Sadly, funding was cut for my elementary school at the county level, so I wasn’t able to stay there for a second year.  What followed were some rather anxious few months as I waited to hear from my coordinator (and probably drove him crazy) about my new school.  I had initially applied for a switch to an elementary school in Suncheon, but the day before our new placements were officially announced, my old co-teacher from my vocational high school reached out to me.  Her new school, the academy high school in Boseong, had received unexpected funding for a Native English Teacher (NET)!  We had a quick get-together that evening after school and decided to call the main office first thing the next morning to catch them before making the placement announcements.  Somehow, all the pieces fell into place and I was able to stay in Boseong!  As great as Suncheon would have been, staying in a town I knew in my same apartment and working with a co-teacher I know I already get along with fantastically just seemed like the most logical choice.

Now I am happily settled in at my new high school, which is just across the river from my apartment complex.  This school hasn’t had a NET since 2010, so both the students and staff were buzzing on the day of my arrival.  Especially the students, who are absolutely adorable and so polite.  Judging from their reactions, you’d think I was Beyonce or Taylor Swift!  The boys battle one another to say hello, and the girls shyly wave and dissolve into a mess of giggled when I say, “Hi!” in return.  I even got a marriage proposal on my second day, but all the girls in the class told him they wouldn’t “accept” our relationship as he was unworthy. Poor guy!  They crushed his dreams harder and far more swiftly than even I could!  I’m sure it will all die down by the end of the semester as I go from Dazzling Celebrity Foreigner to Regular English Teacher.

The school itself is beautiful–it looks like something out of a Korean TV drama!  The campus is fairly large, and there are many new buildings.  As an academy high school, there are dorms for students who live in the countryside or whose parents want them to focus more on their studies.  Our classes begin at 8:30AM and while 7th period ends at 4:15PM, the students don’t get to go home until 10PM or sometimes even 11PM!  Both lunch and dinner are served on campus, and students spend their evenings in “self-study,” which is supervised by teachers.  In fact, many of the teachers who live 30-60min away in Gwangju actually stay in the teacher’s dorm building during the week because of their supervision duties.  Both the students and teachers work very hard and incredibly long hours.

Yes, this is actually my school.  Yes, it actually looks like this.  Who said country living wasn’t cool?

Fortunately I don’t have to supervise after-school activities, but I do come in at 8:10 to 8:20 every day, depending on whether or not I have a first period class.  I do get to leave at 4:30, which gets me home nearly an hour earlier than before because this school is so close to my apartment. Woohoo!

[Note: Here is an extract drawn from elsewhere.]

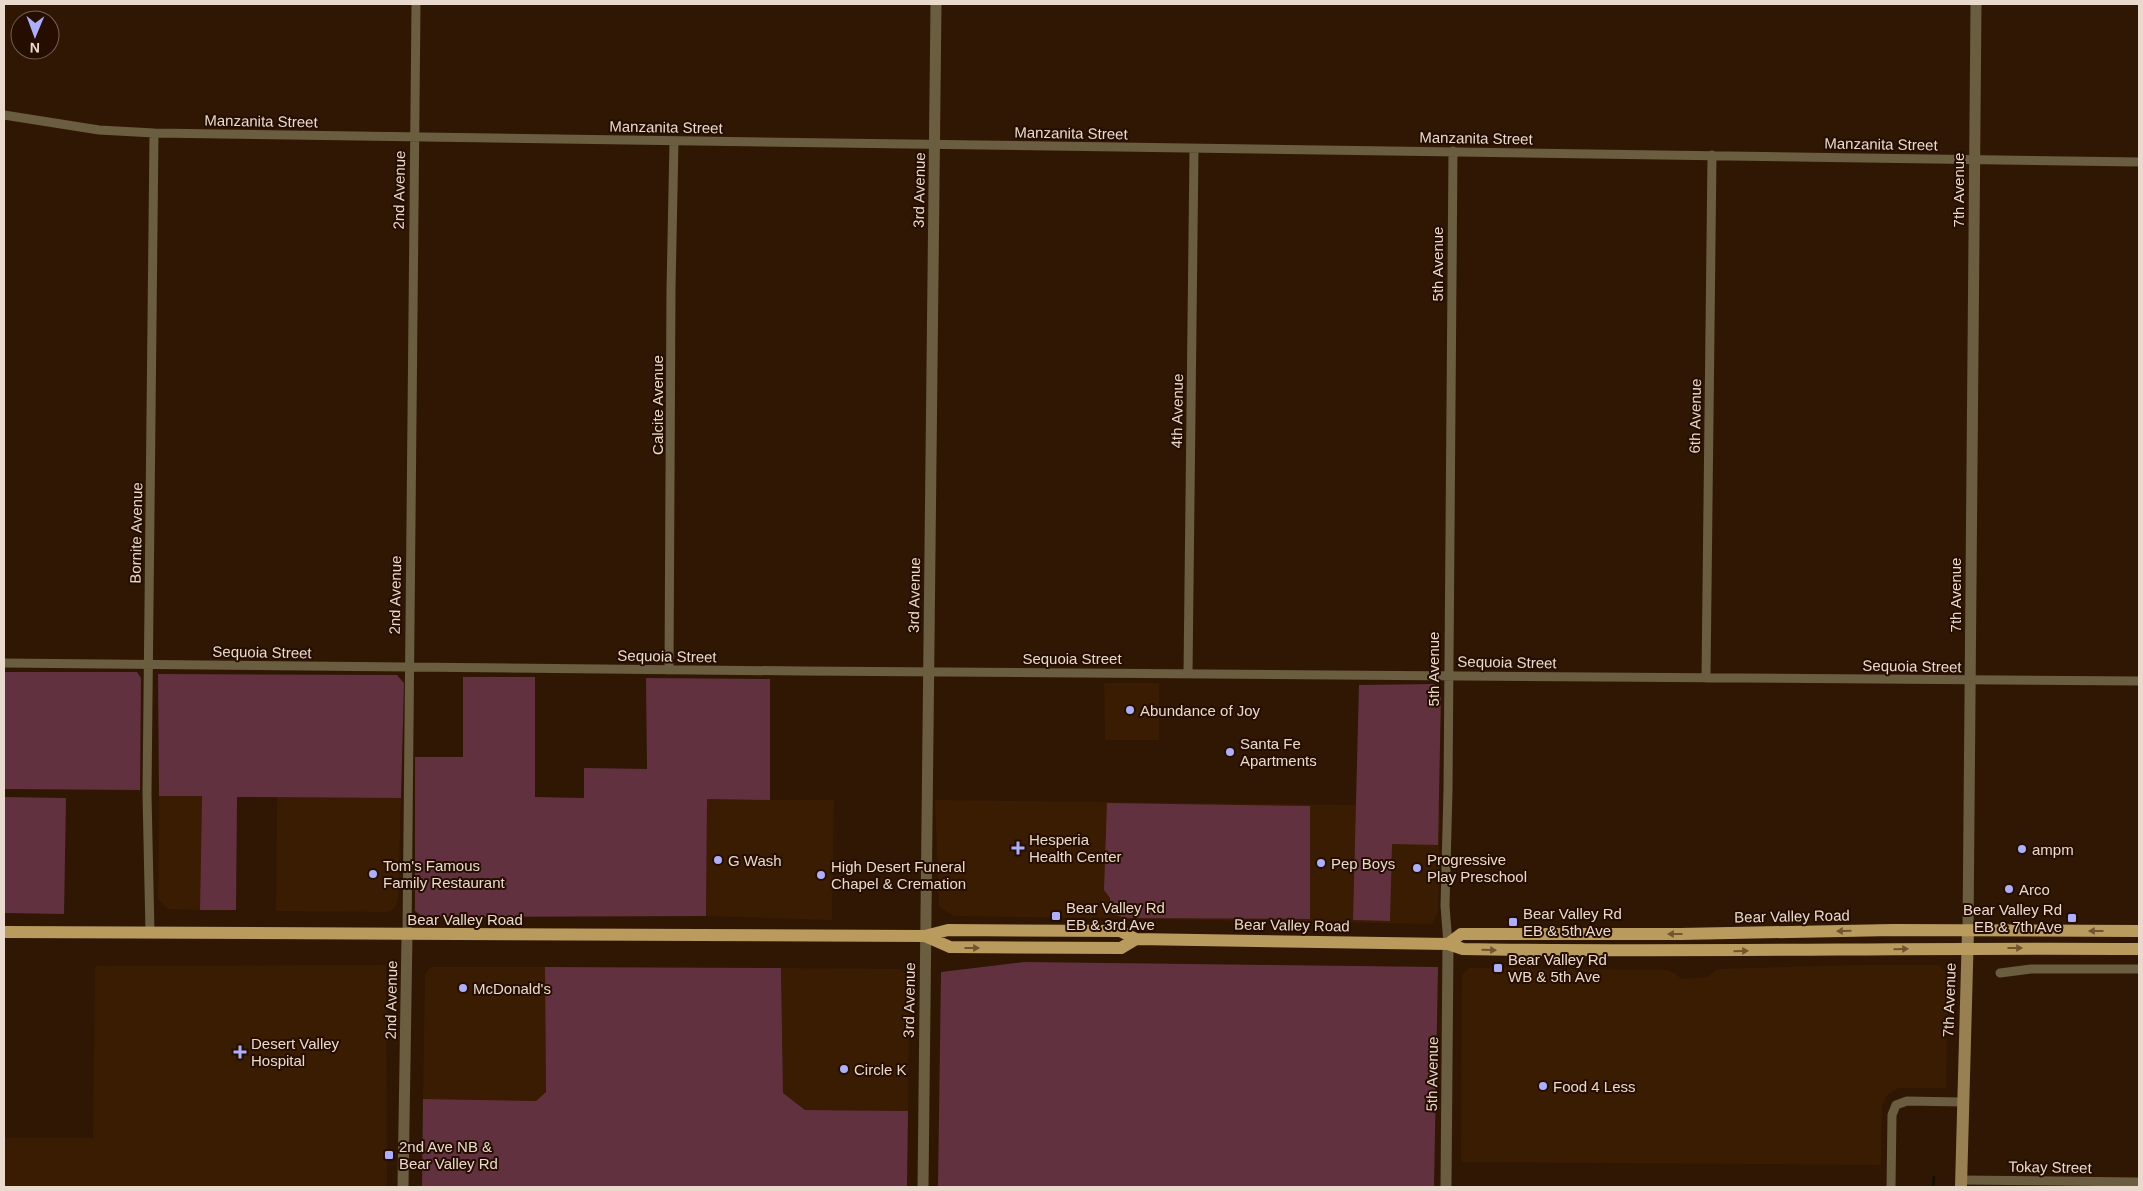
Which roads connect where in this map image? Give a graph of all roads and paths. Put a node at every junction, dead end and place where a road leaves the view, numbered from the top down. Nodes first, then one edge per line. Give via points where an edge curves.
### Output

At my old school, I had my own English room and office which was located in its own independent building.  Here, I am in a big teachers room (which is usually the case for NETs) with 13 other teachers.  At this school, there are 6 other English teachers, three of with whom I teach classes: Mr. Park, the teacher who is in charge of all of my affairs, Mrs. Gu, who I worked with at my old high school and who head hunted me for this job, and Ms. Park, who is just a few years older than me and has a desk next to mine in the office.  So far, all of the staff has been incredibly warm and welcoming regardless of the language barrier.  Every other Wednesday we get together and play volleyball in the gym and order a light meal to enjoy together after.  My vice-principal is one of the best players, and has a terrifying spike.  There are only two other female teachers that play, and the younger of the two asked me to help her improve her technique.  I hope we can get more of the women playing, as the men don’t take the game too seriously and I think the ladies just need a bit of confidence.

A typical classroom at our school.  One of my coworkers is seen here teaching a music theory lesson to sophomores.
Students competing in a variety of sports and games for Sports Day this past summer.

Korean high schools only cover the last three years of k-12 education, and refer to each grade in years.  I teach 1st year (sophomore) and 2nd year (junior) students, but I see the 3rd years (seniors) in the cafeteria often.  9th grade/freshman in the US is a part of middle school here in Korea, and 6th grade is still elementary.  I really love my new school, and hope to get more pictures and photos of our projects up soon.  The kids actually have a lot of extra curricular activities as well, and we’ll have our school festival later this winter.  Right now I’m “in charge” of the art club because they didn’t have an English club established this year, but it’s very relaxed and the girls are a ton of fun.  Can’t wait to see how the rest of this year goes!